**Activity:** The answer must be an exact restatement of all the data.

(Saved entries)
....

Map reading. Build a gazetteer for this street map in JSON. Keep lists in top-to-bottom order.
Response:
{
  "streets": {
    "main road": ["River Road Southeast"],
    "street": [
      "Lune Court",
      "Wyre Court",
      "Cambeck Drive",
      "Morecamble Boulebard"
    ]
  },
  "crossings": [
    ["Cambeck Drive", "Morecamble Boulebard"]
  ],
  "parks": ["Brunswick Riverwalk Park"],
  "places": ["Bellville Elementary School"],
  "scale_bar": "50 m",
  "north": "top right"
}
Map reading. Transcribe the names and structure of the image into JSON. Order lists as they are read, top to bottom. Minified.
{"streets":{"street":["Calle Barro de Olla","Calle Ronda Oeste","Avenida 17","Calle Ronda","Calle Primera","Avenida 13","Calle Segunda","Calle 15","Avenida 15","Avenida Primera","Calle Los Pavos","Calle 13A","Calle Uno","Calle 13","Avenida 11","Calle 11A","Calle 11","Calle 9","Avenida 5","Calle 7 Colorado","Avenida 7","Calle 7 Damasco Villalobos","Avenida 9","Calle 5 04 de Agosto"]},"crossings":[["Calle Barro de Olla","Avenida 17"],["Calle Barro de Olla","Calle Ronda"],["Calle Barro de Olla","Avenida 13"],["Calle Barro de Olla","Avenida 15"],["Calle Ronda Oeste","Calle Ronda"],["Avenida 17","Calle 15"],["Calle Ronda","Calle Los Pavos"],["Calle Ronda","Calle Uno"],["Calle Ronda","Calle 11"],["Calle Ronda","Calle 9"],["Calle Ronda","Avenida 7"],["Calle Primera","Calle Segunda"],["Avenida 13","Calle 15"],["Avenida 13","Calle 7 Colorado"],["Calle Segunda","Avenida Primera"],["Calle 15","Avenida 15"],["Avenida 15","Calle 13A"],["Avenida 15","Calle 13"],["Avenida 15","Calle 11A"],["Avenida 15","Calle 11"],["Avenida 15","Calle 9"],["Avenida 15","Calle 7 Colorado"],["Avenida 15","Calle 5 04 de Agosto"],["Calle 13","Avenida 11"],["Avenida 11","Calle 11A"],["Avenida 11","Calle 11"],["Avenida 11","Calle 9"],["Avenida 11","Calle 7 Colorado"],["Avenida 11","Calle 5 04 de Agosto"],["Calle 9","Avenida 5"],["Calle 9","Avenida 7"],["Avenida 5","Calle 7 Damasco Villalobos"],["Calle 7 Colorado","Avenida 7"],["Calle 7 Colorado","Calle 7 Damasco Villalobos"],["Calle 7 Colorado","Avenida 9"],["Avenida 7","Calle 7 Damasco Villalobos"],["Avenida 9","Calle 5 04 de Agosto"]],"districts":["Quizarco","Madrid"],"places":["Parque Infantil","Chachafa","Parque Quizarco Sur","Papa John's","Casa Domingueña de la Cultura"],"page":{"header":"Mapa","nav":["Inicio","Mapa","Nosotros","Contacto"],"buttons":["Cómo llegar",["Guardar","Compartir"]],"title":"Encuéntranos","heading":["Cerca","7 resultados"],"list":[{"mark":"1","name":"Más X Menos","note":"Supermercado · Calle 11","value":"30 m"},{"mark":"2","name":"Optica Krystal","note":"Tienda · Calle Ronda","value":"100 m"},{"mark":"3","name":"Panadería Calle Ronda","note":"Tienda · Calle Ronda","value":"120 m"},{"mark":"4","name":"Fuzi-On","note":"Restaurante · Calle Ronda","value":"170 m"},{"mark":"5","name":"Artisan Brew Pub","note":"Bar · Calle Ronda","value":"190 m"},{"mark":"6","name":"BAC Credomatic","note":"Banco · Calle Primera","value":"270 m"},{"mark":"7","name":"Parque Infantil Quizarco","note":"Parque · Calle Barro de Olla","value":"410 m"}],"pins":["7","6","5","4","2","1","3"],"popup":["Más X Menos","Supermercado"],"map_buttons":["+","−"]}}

....

**Task solution:**
Map reading. Build a gazetteer for this street map in JSON. Keep lists in top-to-bottom order.
Response:
{
  "streets": {
    "main road": ["River Road Southeast"],
    "street": [
      "Lune Court",
      "Wyre Court",
      "Cambeck Drive",
      "Morecamble Boulebard"
    ]
  },
  "crossings": [
    ["Cambeck Drive", "Morecamble Boulebard"]
  ],
  "parks": ["Brunswick Riverwalk Park"],
  "places": ["Bellville Elementary School"],
  "scale_bar": "50 m",
  "north": "top right"
}
Map reading. Transcribe the names and structure of the image into JSON. Order lists as they are read, top to bottom. Minified.
{"streets":{"street":["Calle Barro de Olla","Calle Ronda Oeste","Avenida 17","Calle Ronda","Calle Primera","Avenida 13","Calle Segunda","Calle 15","Avenida 15","Avenida Primera","Calle Los Pavos","Calle 13A","Calle Uno","Calle 13","Avenida 11","Calle 11A","Calle 11","Calle 9","Avenida 5","Calle 7 Colorado","Avenida 7","Calle 7 Damasco Villalobos","Avenida 9","Calle 5 04 de Agosto"]},"crossings":[["Calle Barro de Olla","Avenida 17"],["Calle Barro de Olla","Calle Ronda"],["Calle Barro de Olla","Avenida 13"],["Calle Barro de Olla","Avenida 15"],["Calle Ronda Oeste","Calle Ronda"],["Avenida 17","Calle 15"],["Calle Ronda","Calle Los Pavos"],["Calle Ronda","Calle Uno"],["Calle Ronda","Calle 11"],["Calle Ronda","Calle 9"],["Calle Ronda","Avenida 7"],["Calle Primera","Calle Segunda"],["Avenida 13","Calle 15"],["Avenida 13","Calle 7 Colorado"],["Calle Segunda","Avenida Primera"],["Calle 15","Avenida 15"],["Avenida 15","Calle 13A"],["Avenida 15","Calle 13"],["Avenida 15","Calle 11A"],["Avenida 15","Calle 11"],["Avenida 15","Calle 9"],["Avenida 15","Calle 7 Colorado"],["Avenida 15","Calle 5 04 de Agosto"],["Calle 13","Avenida 11"],["Avenida 11","Calle 11A"],["Avenida 11","Calle 11"],["Avenida 11","Calle 9"],["Avenida 11","Calle 7 Colorado"],["Avenida 11","Calle 5 04 de Agosto"],["Calle 9","Avenida 5"],["Calle 9","Avenida 7"],["Avenida 5","Calle 7 Damasco Villalobos"],["Calle 7 Colorado","Avenida 7"],["Calle 7 Colorado","Calle 7 Damasco Villalobos"],["Calle 7 Colorado","Avenida 9"],["Avenida 7","Calle 7 Damasco Villalobos"],["Avenida 9","Calle 5 04 de Agosto"]],"districts":["Quizarco","Madrid"],"places":["Parque Infantil","Chachafa","Parque Quizarco Sur","Papa John's","Casa Domingueña de la Cultura"],"page":{"header":"Mapa","nav":["Inicio","Mapa","Nosotros","Contacto"],"buttons":["Cómo llegar",["Guardar","Compartir"]],"title":"Encuéntranos","heading":["Cerca","7 resultados"],"list":[{"mark":"1","name":"Más X Menos","note":"Supermercado · Calle 11","value":"30 m"},{"mark":"2","name":"Optica Krystal","note":"Tienda · Calle Ronda","value":"100 m"},{"mark":"3","name":"Panadería Calle Ronda","note":"Tienda · Calle Ronda","value":"120 m"},{"mark":"4","name":"Fuzi-On","note":"Restaurante · Calle Ronda","value":"170 m"},{"mark":"5","name":"Artisan Brew Pub","note":"Bar · Calle Ronda","value":"190 m"},{"mark":"6","name":"BAC Credomatic","note":"Banco · Calle Primera","value":"270 m"},{"mark":"7","name":"Parque Infantil Quizarco","note":"Parque · Calle Barro de Olla","value":"410 m"}],"pins":["7","6","5","4","2","1","3"],"popup":["Más X Menos","Supermercado"],"map_buttons":["+","−"]}}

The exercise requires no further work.